[REVIEW] ねらわれた学園
ねらわれた学園 http://neragaku.com/
まずはじめに断っておくべきことは、前世紀に公開された実写版とは完全に別物だということだ。時代背景も違えば実写とアニメの違いもある、むしろまったく同じに作ることの方が難しいが、それにしてもタイトル以外については完全に別物だと思った方がいい作品だった。
一番感情移入しやすいのは、ヒロインの立場に立ってストーリーを見ることだろう。幼なじみという枠から踏み出したくても踏み出せずいらつくかも。そして転校生に一目惚れするも、彼の正体を知って苦悩するかおり。パラレルに描かれるヒロインの苦悩は、甘酸っぱくもあり、涙なしにはみれないストーリーだった。それぞれのヒロインに訪れる結末については、映画の骨子をなすだけにあえて伏せるが、これも涙なしには語れないストーリーだった。立場をヒーローサイドに帰ると、SF色満載のストーリーを楽しめる。突然現れた転校生と潜在的超能力者、しかも転校生は未来人であり、月から来たという意味では宇宙人でもある。制作が角川というのを思い出すと苦笑せずにはいられない。そして出会った二人がバトルと思いきや、一緒に海水浴。彼らを待ち受ける結末についても、是非とも映画館で確認してほしい。
キーワードとしては「晴れ時々サクラ」である。春は桜の季節ではあるが、それにしても桜の花びらが多すぎだろうと(笑) まあ、大量の桜の花びらの中でも存在感を失わないヒロインやヒーローの存在感のたまものということなのだろうが。そして夏の海もまた印象的なシーンである。春、夏とこれほどまでの季節感を見せてくれたのだから、できれば秋や冬の情景も見たかったというのはわがままになるのだろうか。

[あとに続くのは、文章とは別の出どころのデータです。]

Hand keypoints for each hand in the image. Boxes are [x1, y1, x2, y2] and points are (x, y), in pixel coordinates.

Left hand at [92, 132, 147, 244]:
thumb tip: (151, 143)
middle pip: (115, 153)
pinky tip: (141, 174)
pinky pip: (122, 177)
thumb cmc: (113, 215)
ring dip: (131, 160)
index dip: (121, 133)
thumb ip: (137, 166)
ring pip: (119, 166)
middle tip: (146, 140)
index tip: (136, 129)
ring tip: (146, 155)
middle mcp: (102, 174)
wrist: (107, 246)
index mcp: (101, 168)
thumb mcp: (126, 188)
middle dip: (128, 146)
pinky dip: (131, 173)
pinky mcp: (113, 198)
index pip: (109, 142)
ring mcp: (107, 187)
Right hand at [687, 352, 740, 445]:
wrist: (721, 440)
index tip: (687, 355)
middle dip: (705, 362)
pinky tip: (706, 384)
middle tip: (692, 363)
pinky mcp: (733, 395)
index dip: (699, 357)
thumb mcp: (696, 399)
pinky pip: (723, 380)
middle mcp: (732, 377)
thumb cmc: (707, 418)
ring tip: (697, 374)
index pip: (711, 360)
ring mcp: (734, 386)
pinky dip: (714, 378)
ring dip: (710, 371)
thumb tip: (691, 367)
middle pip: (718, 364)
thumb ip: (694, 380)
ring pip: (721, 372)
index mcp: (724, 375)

エスエフ的に見ても今風にアレンジしてすごく見応えのある作品になっていたと思う。時間旅行の原理については深くふれられてはいないが、それはあくまでツールとして、そこから派生する出来事を描いたという点で見事なエスエフと言っていいだろう。ヒロインたちの演じるあまずっぱさに隠れてはいるが、映画史に残るエスエフ映画だと思う。

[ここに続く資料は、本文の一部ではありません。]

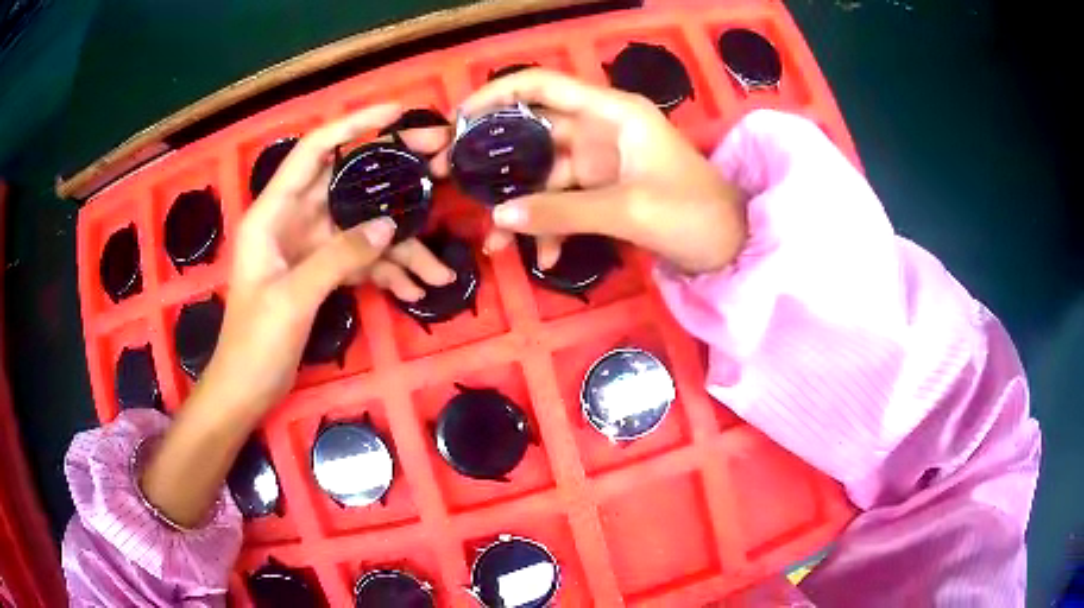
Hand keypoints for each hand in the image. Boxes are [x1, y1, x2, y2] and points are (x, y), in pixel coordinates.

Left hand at [141, 106, 441, 527]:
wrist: (244, 390)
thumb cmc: (254, 343)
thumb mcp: (292, 298)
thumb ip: (339, 256)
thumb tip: (389, 225)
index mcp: (273, 213)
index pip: (314, 150)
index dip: (353, 125)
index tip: (396, 113)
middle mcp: (293, 220)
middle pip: (348, 185)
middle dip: (394, 181)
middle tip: (440, 169)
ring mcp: (310, 248)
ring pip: (362, 230)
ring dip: (400, 250)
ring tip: (439, 272)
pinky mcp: (321, 274)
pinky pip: (360, 263)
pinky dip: (386, 275)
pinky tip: (414, 292)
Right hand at [436, 69, 746, 273]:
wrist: (733, 246)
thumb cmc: (694, 214)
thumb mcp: (629, 210)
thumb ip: (562, 211)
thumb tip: (500, 217)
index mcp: (612, 113)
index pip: (544, 86)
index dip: (498, 94)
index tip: (459, 118)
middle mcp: (601, 129)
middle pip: (534, 132)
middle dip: (495, 156)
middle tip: (453, 178)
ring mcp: (601, 162)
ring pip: (544, 174)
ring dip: (520, 206)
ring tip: (493, 240)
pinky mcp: (604, 191)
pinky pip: (564, 202)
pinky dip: (550, 226)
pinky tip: (542, 258)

主人公にまゆゆを抜擢しているが、予想に反してすばらしい出来だった。何も言われなければ若手声優だと勘違いしたところだ。本人の努力とスタッフのサポートのおかげだろうが、文句なしと言っていい。周りの実力声優との演技でも全く違和感を感じることはなかった。もちろん、花沢さんや伊藤さんの演技も十分に堪能できる。ただ、戸松さんの声が認識出来ないのはまだまだ修行が足りないと反省せざるをえない。